C–K theory was shown to be able to model PA’s steps, which are fundamental design “moves”: generating an idea, implementing the idea in hardware representation and evaluating the configuration. It also showed that PA supports innovative design by providing a means for recovering from fixation effects. Conversely, PA helped to clarify the structure of C–K’s concepts, operators and C-space itself, and to emphasize the importance of K-space expansions.

C–K theory is, by definition, a descriptive model of design and does not contain a strategy for designing. However, it is capable of providing explanations to what happens during design and interpreting the strategy of specific design methods. The main results of this study are the explanation of PA’s strategy as steepest-first exploration, controlled by a learning-based design path evaluation. These have been clarified by applying C–K theory and some search-related notions from OR and AI, and demonstrated with the decelerator design case study.

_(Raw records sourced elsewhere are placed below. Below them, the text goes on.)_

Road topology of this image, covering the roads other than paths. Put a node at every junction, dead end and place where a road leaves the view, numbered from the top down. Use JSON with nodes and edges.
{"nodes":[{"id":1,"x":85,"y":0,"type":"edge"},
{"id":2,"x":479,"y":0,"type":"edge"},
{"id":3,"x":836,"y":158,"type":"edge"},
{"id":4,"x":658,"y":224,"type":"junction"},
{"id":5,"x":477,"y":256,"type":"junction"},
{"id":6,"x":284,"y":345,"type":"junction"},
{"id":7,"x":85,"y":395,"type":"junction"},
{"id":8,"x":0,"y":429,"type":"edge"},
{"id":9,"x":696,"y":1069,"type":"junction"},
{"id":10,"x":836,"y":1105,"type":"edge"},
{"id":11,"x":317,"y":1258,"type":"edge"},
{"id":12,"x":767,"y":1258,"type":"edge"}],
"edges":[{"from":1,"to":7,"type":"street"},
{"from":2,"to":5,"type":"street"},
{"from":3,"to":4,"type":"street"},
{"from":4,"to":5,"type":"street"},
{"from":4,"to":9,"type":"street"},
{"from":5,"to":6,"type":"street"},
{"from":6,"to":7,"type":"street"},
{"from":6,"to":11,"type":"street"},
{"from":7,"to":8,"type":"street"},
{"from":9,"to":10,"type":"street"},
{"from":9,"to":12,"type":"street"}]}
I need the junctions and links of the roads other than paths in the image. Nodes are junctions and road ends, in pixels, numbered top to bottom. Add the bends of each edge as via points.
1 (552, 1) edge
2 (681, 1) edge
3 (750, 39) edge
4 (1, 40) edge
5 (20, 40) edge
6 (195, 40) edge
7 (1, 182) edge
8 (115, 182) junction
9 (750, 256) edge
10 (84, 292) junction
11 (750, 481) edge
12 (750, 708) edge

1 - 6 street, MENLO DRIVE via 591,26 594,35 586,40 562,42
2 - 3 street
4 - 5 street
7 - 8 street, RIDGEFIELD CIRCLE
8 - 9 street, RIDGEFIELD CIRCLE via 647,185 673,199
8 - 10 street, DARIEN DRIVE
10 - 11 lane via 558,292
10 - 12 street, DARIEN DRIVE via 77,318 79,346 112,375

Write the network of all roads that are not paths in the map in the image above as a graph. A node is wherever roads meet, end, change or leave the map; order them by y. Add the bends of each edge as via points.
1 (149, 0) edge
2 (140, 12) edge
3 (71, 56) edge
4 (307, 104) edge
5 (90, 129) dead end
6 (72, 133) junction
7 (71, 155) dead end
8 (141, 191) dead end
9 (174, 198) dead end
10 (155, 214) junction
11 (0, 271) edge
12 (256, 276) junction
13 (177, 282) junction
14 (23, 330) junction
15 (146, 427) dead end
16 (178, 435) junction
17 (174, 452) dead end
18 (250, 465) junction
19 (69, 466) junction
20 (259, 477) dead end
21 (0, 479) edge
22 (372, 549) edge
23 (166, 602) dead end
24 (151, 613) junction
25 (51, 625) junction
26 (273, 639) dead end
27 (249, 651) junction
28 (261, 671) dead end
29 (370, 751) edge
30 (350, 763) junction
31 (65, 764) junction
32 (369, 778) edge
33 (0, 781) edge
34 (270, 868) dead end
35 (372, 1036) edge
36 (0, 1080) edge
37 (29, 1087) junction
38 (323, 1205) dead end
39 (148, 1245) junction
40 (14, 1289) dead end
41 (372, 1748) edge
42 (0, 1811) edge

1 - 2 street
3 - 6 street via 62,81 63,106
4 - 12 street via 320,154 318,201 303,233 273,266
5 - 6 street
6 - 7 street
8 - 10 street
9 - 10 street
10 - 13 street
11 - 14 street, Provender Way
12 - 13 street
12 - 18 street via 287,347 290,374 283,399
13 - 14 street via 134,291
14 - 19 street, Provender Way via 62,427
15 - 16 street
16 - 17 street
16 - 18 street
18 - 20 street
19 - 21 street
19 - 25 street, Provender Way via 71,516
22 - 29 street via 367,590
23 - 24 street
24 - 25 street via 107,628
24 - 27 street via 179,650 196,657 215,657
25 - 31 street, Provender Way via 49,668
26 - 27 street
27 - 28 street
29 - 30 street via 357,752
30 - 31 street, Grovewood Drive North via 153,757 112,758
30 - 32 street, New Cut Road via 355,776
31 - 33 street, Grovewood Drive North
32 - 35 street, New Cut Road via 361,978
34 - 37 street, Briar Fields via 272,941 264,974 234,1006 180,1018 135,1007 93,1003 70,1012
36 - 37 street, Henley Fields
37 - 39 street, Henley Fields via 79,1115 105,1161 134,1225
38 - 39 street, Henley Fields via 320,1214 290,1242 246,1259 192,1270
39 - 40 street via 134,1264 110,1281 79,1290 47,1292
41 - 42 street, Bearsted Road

Several interesting issues remain for future research. We have not touched in the present work the cognitive aspects of identifying critical conceptual design parameters and the taxonomy of the knowledge involved. In other words, what particular knowledge and capabilities are required of the designer when making the various decisions, and what exactly happens in K-space during PA as related to the structures of knowledge items and their role as drivers of the design process? In addition, it might be useful to try to identify additional innovation mechanisms in PA that can be explained with C–K theory, and compare PA to other design methods with the tools of C–K theory. An interesting future direction might be the integration of creativity methods, such as TRIZ, in the framework of PA to provide even more innovation capabilities.